His most recent book is titled — Citizens DisUnited: Passive Investors, Drone CEOs, and the Corporate Capture of the American Dream (Miniver Press, 2013).
In it, Monks argues that “drone corporations” have captured the American dream.
“By drone corporation, I mean one in which there is no element of effective ownership to monitor or to restrain the exercise of power by the corporate executive,” Monks told Corporate Crime Reporter in an interview earlier this year.
Most major American corporations are drone corporations.
“I would say that about 60 percent of the biggest ones are,” Monks said. “Companies like General Electric. Exxon. IBM.”
Name some that aren’t drones.
“Microsoft, Berkshire Hathaway, Google, Apple,” Monks says.
The key characteristic of a drone corporation?
“Drones were more likely to externalize liability,” Monks said. “In comparing drone corporations to non-drone corporations, we discovered that the drone corporations were distinctly more likely to externalize liability. They were distinctly more liable to be indicted for criminal activity. And the extent of their criminal fines were significantly larger than those for the non drones.”
The New York Times profiled Monks earlier this month.

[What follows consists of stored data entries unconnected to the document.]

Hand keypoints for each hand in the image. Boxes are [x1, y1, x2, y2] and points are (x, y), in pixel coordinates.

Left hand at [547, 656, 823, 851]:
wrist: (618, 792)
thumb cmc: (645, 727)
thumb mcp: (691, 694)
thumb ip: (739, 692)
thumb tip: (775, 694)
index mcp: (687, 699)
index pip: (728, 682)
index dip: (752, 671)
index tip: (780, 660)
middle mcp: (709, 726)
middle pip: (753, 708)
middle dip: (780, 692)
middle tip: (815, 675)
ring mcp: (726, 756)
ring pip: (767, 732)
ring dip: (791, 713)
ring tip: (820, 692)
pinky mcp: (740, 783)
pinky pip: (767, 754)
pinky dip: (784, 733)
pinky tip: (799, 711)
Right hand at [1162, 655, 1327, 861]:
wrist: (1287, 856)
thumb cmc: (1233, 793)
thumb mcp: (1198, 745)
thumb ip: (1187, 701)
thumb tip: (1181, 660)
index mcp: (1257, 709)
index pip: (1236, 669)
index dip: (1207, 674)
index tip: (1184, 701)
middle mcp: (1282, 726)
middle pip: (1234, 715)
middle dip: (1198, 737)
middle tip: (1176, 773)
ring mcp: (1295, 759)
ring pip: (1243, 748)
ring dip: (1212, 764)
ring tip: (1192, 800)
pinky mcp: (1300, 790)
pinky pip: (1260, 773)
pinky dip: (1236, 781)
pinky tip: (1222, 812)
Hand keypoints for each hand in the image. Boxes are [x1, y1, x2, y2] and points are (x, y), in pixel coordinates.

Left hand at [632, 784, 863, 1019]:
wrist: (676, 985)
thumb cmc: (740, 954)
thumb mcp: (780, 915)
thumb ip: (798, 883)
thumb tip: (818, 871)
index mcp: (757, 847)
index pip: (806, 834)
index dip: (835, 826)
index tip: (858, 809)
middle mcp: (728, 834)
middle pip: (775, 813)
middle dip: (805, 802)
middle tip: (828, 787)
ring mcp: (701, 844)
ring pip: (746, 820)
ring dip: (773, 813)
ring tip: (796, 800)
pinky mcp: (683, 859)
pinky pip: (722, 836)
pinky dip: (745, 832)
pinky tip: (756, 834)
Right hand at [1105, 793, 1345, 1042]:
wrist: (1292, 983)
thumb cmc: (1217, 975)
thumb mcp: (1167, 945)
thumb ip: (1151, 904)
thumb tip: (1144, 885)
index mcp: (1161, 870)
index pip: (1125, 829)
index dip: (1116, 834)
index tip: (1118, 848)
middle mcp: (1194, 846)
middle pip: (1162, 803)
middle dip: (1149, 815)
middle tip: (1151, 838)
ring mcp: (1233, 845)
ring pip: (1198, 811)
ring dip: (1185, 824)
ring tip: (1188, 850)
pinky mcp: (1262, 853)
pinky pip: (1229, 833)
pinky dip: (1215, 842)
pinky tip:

The Frankel Fiduciary Prize was established “to acknowledge individuals who have made significant contributions to the preservation and advancement of fiduciary principles in public life.”
The prize is named for Professor Tamar Frankel, the Michaels Faculty Research Scholar at the Boston University School of Law.
The Frankel Fiduciary Prize Selection Committee members are, in addition to Rostad, Brooksley E. Born, Retired Partner, Arnold & Porter, Columbia Law Professor John Coffee, Duke Law Professor Deborah DeMott, and Princeton University Investment Company president Andrew Golden.
“Bob Monks is the perfect choice to inaugurate what we hope will be a long tradition of recognizing those persons who over a career have worked to protect and safeguard the position of the investor,” Coffee said. “While also a prolific writer and theorist of corporate governance, he has lived a life in the arena, fighting battle after battle to make the market a fairer and safer place for the American shareholder. Whether or not it realizes it, the proactive hedge fund of today is following in his pioneering footsteps.”
The Institute will hold a forum in Washington in the fall where Monks will receive the prize.